● YOUR TASK
The data below is to be written out exactly, with no pictures.

[EXCERPTED DATA — start]

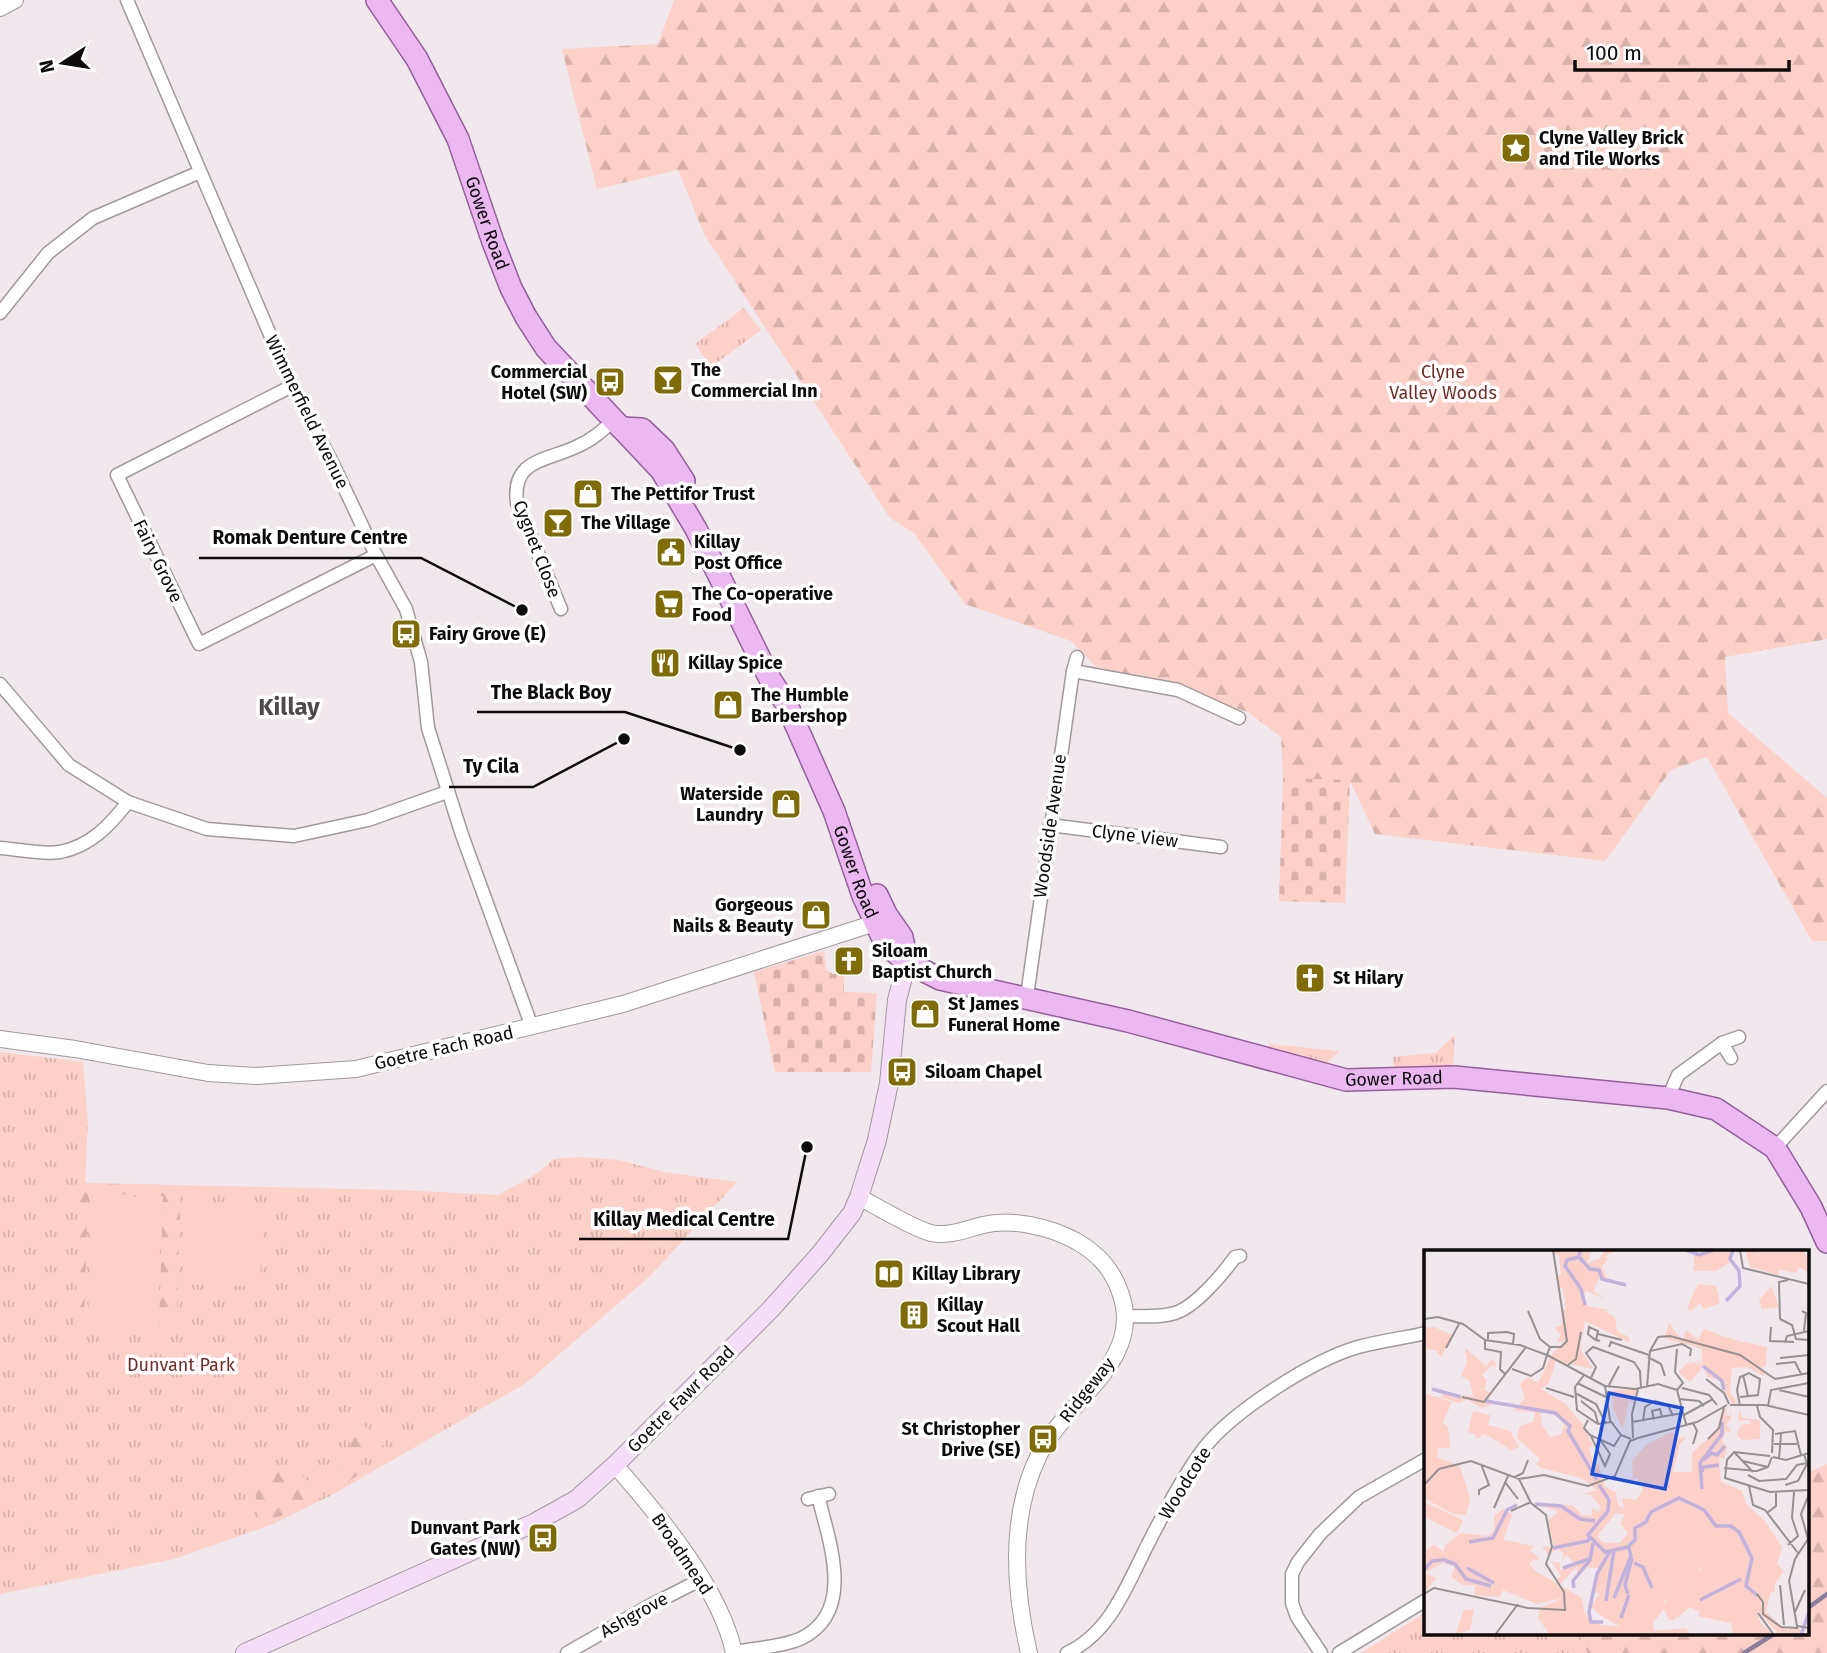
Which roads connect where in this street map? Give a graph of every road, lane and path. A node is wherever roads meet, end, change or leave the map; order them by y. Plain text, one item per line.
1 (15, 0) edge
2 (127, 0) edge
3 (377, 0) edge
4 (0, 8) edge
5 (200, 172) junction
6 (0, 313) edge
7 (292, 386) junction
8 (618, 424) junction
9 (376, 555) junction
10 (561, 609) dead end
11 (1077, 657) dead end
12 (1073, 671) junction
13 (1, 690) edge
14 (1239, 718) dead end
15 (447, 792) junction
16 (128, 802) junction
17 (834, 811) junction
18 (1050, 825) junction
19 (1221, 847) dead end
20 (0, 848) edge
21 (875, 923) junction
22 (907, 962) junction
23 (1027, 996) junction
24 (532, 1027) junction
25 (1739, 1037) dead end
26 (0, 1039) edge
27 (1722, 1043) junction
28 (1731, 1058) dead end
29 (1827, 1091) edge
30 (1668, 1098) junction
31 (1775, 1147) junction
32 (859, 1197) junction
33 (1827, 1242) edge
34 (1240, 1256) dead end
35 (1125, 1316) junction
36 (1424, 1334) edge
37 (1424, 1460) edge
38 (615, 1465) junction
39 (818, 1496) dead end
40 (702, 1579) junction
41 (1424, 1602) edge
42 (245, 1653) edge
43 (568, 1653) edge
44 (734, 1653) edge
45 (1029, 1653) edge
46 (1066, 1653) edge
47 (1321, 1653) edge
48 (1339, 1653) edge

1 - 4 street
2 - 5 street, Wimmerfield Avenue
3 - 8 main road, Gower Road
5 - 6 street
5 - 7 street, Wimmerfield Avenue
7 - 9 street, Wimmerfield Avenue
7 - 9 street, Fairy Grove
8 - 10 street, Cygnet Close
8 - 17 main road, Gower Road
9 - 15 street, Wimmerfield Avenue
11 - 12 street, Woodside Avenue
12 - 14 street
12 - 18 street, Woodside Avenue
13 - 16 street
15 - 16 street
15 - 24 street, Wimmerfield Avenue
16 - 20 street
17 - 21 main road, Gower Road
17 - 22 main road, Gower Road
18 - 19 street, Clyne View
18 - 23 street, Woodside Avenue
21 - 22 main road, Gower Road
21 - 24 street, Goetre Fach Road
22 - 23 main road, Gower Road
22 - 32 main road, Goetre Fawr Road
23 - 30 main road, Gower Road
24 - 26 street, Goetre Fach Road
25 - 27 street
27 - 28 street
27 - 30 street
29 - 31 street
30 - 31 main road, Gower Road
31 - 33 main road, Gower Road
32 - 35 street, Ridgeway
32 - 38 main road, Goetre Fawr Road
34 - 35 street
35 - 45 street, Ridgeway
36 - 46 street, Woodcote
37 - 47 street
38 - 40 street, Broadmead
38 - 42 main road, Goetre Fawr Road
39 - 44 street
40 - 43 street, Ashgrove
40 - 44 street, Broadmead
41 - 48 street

[EXCERPTED DATA — finish]

● TASK SOLUTION
Which roads connect where in this street map? Give a graph of every road, lane and path. A node is wherever roads meet, end, change or leave the map; order them by y. Plain text, one item per line.
1 (15, 0) edge
2 (127, 0) edge
3 (377, 0) edge
4 (0, 8) edge
5 (200, 172) junction
6 (0, 313) edge
7 (292, 386) junction
8 (618, 424) junction
9 (376, 555) junction
10 (561, 609) dead end
11 (1077, 657) dead end
12 (1073, 671) junction
13 (1, 690) edge
14 (1239, 718) dead end
15 (447, 792) junction
16 (128, 802) junction
17 (834, 811) junction
18 (1050, 825) junction
19 (1221, 847) dead end
20 (0, 848) edge
21 (875, 923) junction
22 (907, 962) junction
23 (1027, 996) junction
24 (532, 1027) junction
25 (1739, 1037) dead end
26 (0, 1039) edge
27 (1722, 1043) junction
28 (1731, 1058) dead end
29 (1827, 1091) edge
30 (1668, 1098) junction
31 (1775, 1147) junction
32 (859, 1197) junction
33 (1827, 1242) edge
34 (1240, 1256) dead end
35 (1125, 1316) junction
36 (1424, 1334) edge
37 (1424, 1460) edge
38 (615, 1465) junction
39 (818, 1496) dead end
40 (702, 1579) junction
41 (1424, 1602) edge
42 (245, 1653) edge
43 (568, 1653) edge
44 (734, 1653) edge
45 (1029, 1653) edge
46 (1066, 1653) edge
47 (1321, 1653) edge
48 (1339, 1653) edge

1 - 4 street
2 - 5 street, Wimmerfield Avenue
3 - 8 main road, Gower Road
5 - 6 street
5 - 7 street, Wimmerfield Avenue
7 - 9 street, Wimmerfield Avenue
7 - 9 street, Fairy Grove
8 - 10 street, Cygnet Close
8 - 17 main road, Gower Road
9 - 15 street, Wimmerfield Avenue
11 - 12 street, Woodside Avenue
12 - 14 street
12 - 18 street, Woodside Avenue
13 - 16 street
15 - 16 street
15 - 24 street, Wimmerfield Avenue
16 - 20 street
17 - 21 main road, Gower Road
17 - 22 main road, Gower Road
18 - 19 street, Clyne View
18 - 23 street, Woodside Avenue
21 - 22 main road, Gower Road
21 - 24 street, Goetre Fach Road
22 - 23 main road, Gower Road
22 - 32 main road, Goetre Fawr Road
23 - 30 main road, Gower Road
24 - 26 street, Goetre Fach Road
25 - 27 street
27 - 28 street
27 - 30 street
29 - 31 street
30 - 31 main road, Gower Road
31 - 33 main road, Gower Road
32 - 35 street, Ridgeway
32 - 38 main road, Goetre Fawr Road
34 - 35 street
35 - 45 street, Ridgeway
36 - 46 street, Woodcote
37 - 47 street
38 - 40 street, Broadmead
38 - 42 main road, Goetre Fawr Road
39 - 44 street
40 - 43 street, Ashgrove
40 - 44 street, Broadmead
41 - 48 street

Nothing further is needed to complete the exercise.